Conventionally given a list a communication tasks and array of requests, we would initialize any entry in the array to MPI_REQUEST_NULL that doesn't have a corresponding operation. Then we pass the array to regular Waitall function.
But for MPIX_Waitall_enqueue(), the MPI_REQUEST_NULL will fail the internal check since it's just a reserved address without a proper kind. And any other request objects responsible for stream enqueued communication would hang on regular MPI_Waitall().
I don't think MPICH has a MPIX_Request, is there a enqueued version MPI_REQUEST_NULL, or what we initialize idle requests to?
The requests passed to MPIX_Waitall_enqueue must be from MPIX_Isend_enqueue or MPIX_Irecv_enqueue, and they have to be all enqueued to the same gpu stream.

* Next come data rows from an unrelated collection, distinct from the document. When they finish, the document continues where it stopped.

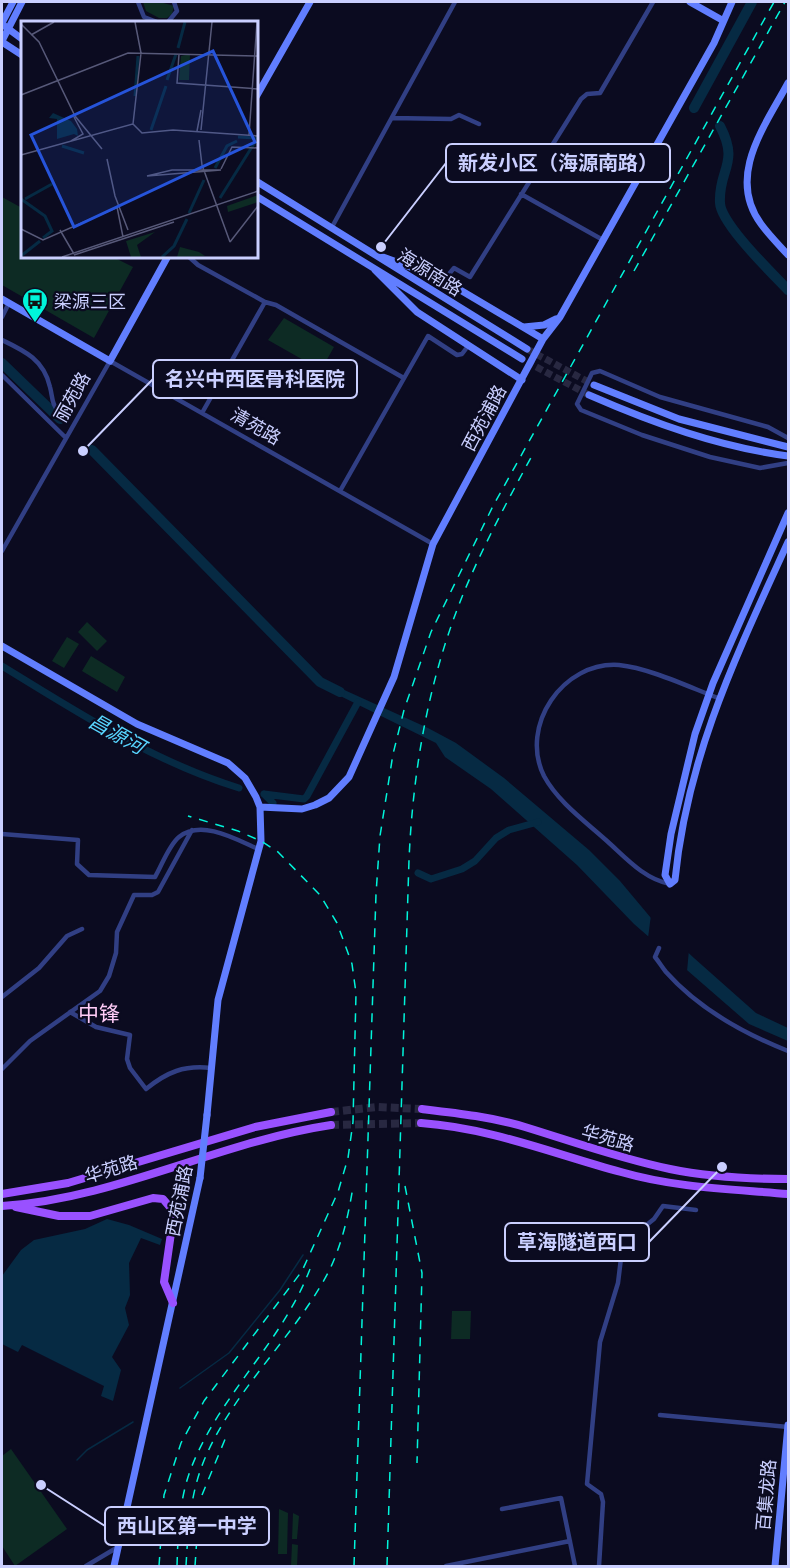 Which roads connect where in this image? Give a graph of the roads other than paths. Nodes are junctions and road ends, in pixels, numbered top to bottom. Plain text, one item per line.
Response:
1 (14, 2) edge
2 (22, 2) edge
3 (138, 2) edge
4 (174, 2) edge
5 (310, 2) edge
6 (454, 2) edge
7 (653, 2) edge
8 (690, 2) edge
9 (732, 2) edge
10 (722, 20) junction
11 (148, 21) edge
12 (169, 21) edge
13 (3, 26) edge
14 (21, 38) edge
15 (2, 41) edge
16 (21, 54) edge
17 (789, 83) edge
18 (258, 93) edge
19 (392, 118) junction
20 (479, 124) dead end
21 (258, 182) edge
22 (521, 194) junction
23 (258, 197) edge
24 (332, 227) junction
25 (603, 240) junction
26 (372, 254) junction
27 (789, 255) edge
28 (167, 258) edge
29 (190, 258) edge
30 (366, 262) junction
31 (444, 280) junction
32 (2, 299) edge
33 (265, 302) junction
34 (9, 303) junction
35 (560, 316) junction
36 (2, 317) edge
37 (522, 327) junction
38 (543, 339) junction
39 (2, 340) edge
40 (468, 346) junction
41 (527, 349) tunnel mouth
42 (522, 359) tunnel mouth
43 (110, 361) junction
44 (2, 375) edge
45 (402, 377) junction
46 (522, 380) junction
47 (594, 385) tunnel mouth
48 (589, 395) tunnel mouth
49 (60, 413) dead end
50 (202, 413) junction
51 (66, 438) junction
52 (789, 438) edge
53 (789, 447) edge
54 (789, 456) edge
55 (789, 463) edge
56 (340, 491) junction
57 (789, 513) edge
58 (789, 542) edge
59 (433, 544) junction
60 (2, 551) edge
61 (2, 646) edge
62 (709, 695) junction
63 (718, 698) junction
64 (260, 807) junction
65 (192, 830) junction
66 (2, 834) edge
67 (258, 849) junction
68 (670, 884) junction
69 (82, 929) dead end
70 (659, 948) dead end
71 (2, 997) edge
72 (70, 1012) junction
73 (789, 1051) edge
74 (210, 1068) junction
75 (2, 1069) edge
76 (422, 1109) tunnel mouth
77 (331, 1112) tunnel mouth
78 (421, 1124) tunnel mouth
79 (331, 1125) tunnel mouth
80 (789, 1179) edge
81 (2, 1194) edge
82 (789, 1195) edge
83 (5, 1206) edge
84 (696, 1210) dead end
85 (173, 1304) junction
86 (660, 1415) dead end
87 (788, 1426) edge
88 (502, 1509) dead end
89 (570, 1541) junction
90 (118, 1547) junction
91 (86, 1566) edge
92 (114, 1566) edge
93 (446, 1566) edge
94 (575, 1566) edge
95 (599, 1566) edge
96 (775, 1566) edge

1 - 13 street
2 - 13 street
3 - 11 street
4 - 12 street
5 - 18 street
6 - 19 street
7 - 22 street
8 - 10 street
9 - 10 street, 西苑浦路
10 - 25 street, 西苑浦路
13 - 14 street
13 - 15 street
15 - 16 street
17 - 27 street
19 - 20 street
19 - 24 street
21 - 24 street, 海源南路
22 - 25 street
22 - 31 street
23 - 30 street, 海源南路
24 - 26 street, 海源南路
25 - 35 street, 西苑浦路
26 - 31 street
26 - 41 street, 海源南路
28 - 43 street, 丽苑路
29 - 33 street
30 - 40 street
30 - 42 street, 海源南路
31 - 37 street
32 - 34 street, 清苑路
33 - 45 street
33 - 50 street
34 - 36 street
34 - 43 street, 清苑路
35 - 37 street
35 - 38 street, 西苑浦路
37 - 38 street
38 - 46 street, 西苑浦路
39 - 49 street
40 - 45 street
40 - 46 street
43 - 50 street, 清苑路
43 - 51 street, 丽苑路
44 - 51 street
45 - 56 street
46 - 59 street, 西苑浦路
47 - 53 street
48 - 54 street
50 - 56 street, 清苑路
51 - 60 street, 丽苑路
52 - 55 street
56 - 59 street, 清苑路
57 - 62 street
58 - 63 street
59 - 64 street, 西苑浦路
61 - 64 street
62 - 63 street
62 - 68 street
62 - 68 street
63 - 68 street
64 - 67 street, 西苑浦路
65 - 66 street
65 - 67 street
65 - 72 street
67 - 74 street, 西苑浦路
69 - 71 street
70 - 73 street
72 - 74 street
72 - 75 street
74 - 85 street, 西苑浦路, bridge
76 - 80 main road, 华苑路
77 - 81 main road, 华苑路
78 - 82 main road, 华苑路
79 - 83 main road, 华苑路
83 - 85 main road
84 - 95 street
85 - 90 street, 西苑浦路
86 - 87 street
87 - 96 street, 百集龙路
88 - 89 street
89 - 93 street
89 - 94 street
90 - 91 street
90 - 92 street, 西苑浦路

@hzhou but shouldn't null requests be acceptable and handled like non-enqueued Waitall? I can't find this specified in the standard, but I think null requests are accepted generally including in MPICH, and often used that way?
If every process has a request array, allocated same way and same size, the ones with less communication (like edge processes in a 2D Cartesian grid) would have null requests. It would be convenient for MPIX_Waitall_enqueue() to accept MPI_NULL_REQUESTs instead of adding different logic for each edge process in every unforeseeable circumstance
Yes, MPI_REQUEST_NULL is accepted in MPI_Waitall. The use case is for applications that may use MPI_Test before and it is inconvenient to track which requests have already been completed and become MPI_REQUEST_NULL. Note that there is no MPI_Test_enqueue. The stream enqueue semantics does not allow non-deterministic completions as with MPI_Test. Thus we believe there isn't a valid use case to pass MPI_REQUEST_NULL to MPIX_Wallall_enqueue. If it is passed to wait-enqueue, most likely it is a coding error and it is better to fail explicitly.
@AtlantaPepsi Do you have further questions regarding this issue?